■ Assignment
From the records that follow, copy every line that contains the word "Meynell".

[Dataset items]
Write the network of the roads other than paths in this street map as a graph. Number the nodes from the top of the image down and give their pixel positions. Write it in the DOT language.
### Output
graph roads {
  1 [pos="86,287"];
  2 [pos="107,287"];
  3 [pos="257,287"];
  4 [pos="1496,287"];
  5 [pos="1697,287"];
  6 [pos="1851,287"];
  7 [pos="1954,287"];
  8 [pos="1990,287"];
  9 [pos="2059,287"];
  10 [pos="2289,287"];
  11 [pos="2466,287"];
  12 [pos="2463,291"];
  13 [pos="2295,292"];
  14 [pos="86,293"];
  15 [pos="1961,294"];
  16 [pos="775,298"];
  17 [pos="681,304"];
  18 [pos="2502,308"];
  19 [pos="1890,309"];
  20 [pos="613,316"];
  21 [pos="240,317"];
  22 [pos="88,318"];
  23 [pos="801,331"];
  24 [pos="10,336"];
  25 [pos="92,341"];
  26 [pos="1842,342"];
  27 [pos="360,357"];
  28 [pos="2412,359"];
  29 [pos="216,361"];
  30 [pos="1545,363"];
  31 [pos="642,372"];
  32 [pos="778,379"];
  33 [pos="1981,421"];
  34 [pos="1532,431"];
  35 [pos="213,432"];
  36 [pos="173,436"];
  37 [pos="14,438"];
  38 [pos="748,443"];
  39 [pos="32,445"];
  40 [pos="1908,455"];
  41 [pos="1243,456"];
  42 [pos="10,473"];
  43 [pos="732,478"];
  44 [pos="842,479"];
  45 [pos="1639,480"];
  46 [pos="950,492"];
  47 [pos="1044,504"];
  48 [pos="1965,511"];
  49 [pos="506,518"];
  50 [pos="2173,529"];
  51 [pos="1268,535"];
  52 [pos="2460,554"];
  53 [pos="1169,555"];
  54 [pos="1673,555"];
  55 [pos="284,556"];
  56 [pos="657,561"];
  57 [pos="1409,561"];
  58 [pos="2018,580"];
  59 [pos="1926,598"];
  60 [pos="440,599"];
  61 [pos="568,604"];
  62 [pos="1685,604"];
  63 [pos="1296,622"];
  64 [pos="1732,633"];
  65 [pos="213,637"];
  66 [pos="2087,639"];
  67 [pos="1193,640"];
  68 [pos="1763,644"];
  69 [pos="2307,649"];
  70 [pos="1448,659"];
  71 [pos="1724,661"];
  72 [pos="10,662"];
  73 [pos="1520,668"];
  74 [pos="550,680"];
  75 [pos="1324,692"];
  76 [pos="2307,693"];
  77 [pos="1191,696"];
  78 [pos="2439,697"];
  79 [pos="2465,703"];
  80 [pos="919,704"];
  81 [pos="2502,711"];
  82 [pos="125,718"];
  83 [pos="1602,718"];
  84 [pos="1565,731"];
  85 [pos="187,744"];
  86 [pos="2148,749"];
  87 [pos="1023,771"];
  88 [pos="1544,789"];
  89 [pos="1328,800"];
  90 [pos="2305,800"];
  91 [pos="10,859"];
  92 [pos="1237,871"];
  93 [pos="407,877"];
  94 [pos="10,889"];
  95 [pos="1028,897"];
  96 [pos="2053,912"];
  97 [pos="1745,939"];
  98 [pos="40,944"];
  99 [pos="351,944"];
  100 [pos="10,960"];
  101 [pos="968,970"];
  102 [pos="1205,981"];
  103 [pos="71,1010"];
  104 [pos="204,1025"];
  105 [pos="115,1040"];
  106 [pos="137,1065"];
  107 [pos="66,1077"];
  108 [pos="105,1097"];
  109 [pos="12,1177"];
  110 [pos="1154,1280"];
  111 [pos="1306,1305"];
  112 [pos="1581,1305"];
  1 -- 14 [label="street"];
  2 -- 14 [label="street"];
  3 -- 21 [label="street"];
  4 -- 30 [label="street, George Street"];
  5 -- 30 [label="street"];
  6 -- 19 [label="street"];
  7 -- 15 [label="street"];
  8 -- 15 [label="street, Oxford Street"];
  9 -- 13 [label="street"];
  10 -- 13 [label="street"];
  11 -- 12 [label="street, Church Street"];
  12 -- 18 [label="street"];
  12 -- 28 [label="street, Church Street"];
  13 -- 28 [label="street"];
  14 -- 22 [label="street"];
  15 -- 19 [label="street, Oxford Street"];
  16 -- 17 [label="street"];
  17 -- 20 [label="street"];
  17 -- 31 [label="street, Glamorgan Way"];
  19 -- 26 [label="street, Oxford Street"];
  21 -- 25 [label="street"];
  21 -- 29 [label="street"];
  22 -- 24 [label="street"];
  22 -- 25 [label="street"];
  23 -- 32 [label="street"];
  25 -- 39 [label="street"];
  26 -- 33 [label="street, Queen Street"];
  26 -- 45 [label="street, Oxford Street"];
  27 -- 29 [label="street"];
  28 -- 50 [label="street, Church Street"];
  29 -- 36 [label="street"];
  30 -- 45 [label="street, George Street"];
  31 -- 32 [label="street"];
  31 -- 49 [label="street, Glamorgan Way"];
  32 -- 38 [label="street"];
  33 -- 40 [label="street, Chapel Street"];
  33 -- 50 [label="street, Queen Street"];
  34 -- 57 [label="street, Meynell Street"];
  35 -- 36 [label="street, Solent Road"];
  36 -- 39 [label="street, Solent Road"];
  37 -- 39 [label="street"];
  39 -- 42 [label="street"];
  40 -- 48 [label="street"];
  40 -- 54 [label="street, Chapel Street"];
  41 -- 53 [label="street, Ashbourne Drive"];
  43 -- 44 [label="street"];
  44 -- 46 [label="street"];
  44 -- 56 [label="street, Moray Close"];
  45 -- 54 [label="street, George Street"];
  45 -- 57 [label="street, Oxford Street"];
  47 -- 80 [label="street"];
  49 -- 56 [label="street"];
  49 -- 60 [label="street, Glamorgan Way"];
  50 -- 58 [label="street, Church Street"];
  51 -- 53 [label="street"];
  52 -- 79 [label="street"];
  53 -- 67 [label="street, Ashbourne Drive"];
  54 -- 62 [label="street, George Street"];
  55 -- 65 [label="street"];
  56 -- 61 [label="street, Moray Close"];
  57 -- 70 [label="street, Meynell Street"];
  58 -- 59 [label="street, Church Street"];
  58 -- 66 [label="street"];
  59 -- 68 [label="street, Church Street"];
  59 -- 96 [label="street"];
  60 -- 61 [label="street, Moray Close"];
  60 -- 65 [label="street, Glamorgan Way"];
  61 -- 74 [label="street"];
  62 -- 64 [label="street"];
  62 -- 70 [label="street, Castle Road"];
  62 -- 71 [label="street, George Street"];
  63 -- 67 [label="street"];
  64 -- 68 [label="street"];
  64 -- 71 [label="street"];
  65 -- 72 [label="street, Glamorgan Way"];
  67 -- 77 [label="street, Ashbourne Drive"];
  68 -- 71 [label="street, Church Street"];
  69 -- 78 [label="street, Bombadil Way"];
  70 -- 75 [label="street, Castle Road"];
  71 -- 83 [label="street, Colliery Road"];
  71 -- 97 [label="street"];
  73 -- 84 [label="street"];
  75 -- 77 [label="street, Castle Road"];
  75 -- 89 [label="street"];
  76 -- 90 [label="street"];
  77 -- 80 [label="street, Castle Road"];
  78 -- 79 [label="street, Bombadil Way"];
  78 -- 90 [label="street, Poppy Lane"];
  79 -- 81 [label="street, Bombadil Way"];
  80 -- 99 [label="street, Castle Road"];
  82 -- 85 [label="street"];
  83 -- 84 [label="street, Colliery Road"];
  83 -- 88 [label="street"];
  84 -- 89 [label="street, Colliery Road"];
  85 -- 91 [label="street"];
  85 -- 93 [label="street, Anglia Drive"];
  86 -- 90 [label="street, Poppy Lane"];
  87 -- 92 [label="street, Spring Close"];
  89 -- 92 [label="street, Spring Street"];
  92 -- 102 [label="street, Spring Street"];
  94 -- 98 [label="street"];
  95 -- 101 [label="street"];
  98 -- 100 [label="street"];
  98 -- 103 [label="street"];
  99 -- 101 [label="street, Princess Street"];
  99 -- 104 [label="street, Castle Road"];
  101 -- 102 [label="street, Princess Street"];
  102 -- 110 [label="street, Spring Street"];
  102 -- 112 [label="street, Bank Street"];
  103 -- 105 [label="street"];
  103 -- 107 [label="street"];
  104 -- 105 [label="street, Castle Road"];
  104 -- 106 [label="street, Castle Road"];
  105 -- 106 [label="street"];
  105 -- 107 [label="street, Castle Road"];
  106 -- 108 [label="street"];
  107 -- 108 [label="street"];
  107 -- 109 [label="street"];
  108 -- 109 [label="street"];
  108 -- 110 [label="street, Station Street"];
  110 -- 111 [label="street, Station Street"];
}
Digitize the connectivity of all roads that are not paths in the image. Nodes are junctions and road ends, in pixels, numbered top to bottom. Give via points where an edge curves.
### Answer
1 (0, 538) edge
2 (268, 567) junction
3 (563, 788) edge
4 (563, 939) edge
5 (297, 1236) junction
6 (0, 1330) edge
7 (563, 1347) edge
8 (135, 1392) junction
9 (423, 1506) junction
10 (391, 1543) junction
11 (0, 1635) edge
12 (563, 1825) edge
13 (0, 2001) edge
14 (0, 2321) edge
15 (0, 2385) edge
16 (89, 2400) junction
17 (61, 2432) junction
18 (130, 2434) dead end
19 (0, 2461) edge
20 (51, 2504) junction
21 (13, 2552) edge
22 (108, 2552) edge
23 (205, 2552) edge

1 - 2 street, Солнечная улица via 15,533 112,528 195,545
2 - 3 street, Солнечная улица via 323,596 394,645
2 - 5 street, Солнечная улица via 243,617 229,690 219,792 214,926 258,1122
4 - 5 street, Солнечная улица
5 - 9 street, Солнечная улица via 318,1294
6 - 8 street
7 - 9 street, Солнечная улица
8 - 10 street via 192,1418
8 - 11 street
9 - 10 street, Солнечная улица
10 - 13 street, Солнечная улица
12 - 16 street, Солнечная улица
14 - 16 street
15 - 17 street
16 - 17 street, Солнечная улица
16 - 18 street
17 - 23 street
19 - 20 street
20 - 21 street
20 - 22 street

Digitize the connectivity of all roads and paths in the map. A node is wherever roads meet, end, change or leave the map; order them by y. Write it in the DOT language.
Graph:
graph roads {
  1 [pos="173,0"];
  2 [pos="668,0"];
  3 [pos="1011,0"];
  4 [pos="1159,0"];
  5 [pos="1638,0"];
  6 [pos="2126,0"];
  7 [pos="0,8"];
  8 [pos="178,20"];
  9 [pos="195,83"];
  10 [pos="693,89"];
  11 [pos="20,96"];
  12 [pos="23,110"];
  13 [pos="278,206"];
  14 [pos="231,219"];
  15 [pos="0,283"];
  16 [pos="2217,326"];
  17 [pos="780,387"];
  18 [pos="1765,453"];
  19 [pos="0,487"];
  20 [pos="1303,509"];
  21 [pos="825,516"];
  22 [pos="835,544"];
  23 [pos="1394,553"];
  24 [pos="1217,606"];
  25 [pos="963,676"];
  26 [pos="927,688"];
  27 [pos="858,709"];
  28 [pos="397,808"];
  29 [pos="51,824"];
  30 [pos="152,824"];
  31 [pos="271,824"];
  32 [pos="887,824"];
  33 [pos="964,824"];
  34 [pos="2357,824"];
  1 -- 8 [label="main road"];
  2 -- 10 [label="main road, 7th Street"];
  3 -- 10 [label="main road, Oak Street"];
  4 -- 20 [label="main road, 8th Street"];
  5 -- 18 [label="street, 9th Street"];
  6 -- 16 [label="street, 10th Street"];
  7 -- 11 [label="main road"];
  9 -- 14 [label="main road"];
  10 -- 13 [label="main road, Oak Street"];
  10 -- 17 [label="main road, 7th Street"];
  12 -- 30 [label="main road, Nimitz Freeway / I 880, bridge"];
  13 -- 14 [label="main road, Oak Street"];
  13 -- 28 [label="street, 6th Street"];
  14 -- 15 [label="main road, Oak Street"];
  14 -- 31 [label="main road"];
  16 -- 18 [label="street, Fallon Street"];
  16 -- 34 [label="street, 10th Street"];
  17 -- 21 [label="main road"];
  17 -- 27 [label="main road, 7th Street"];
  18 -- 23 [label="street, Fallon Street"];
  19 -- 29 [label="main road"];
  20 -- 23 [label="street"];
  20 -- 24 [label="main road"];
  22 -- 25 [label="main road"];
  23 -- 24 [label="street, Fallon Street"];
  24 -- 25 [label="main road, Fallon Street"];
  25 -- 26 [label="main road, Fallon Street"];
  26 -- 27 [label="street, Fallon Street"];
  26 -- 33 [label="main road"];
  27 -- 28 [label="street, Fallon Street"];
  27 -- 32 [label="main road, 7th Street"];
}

■ Solved problem
  34 -- 57 [label="street, Meynell Street"];
  57 -- 70 [label="street, Meynell Street"];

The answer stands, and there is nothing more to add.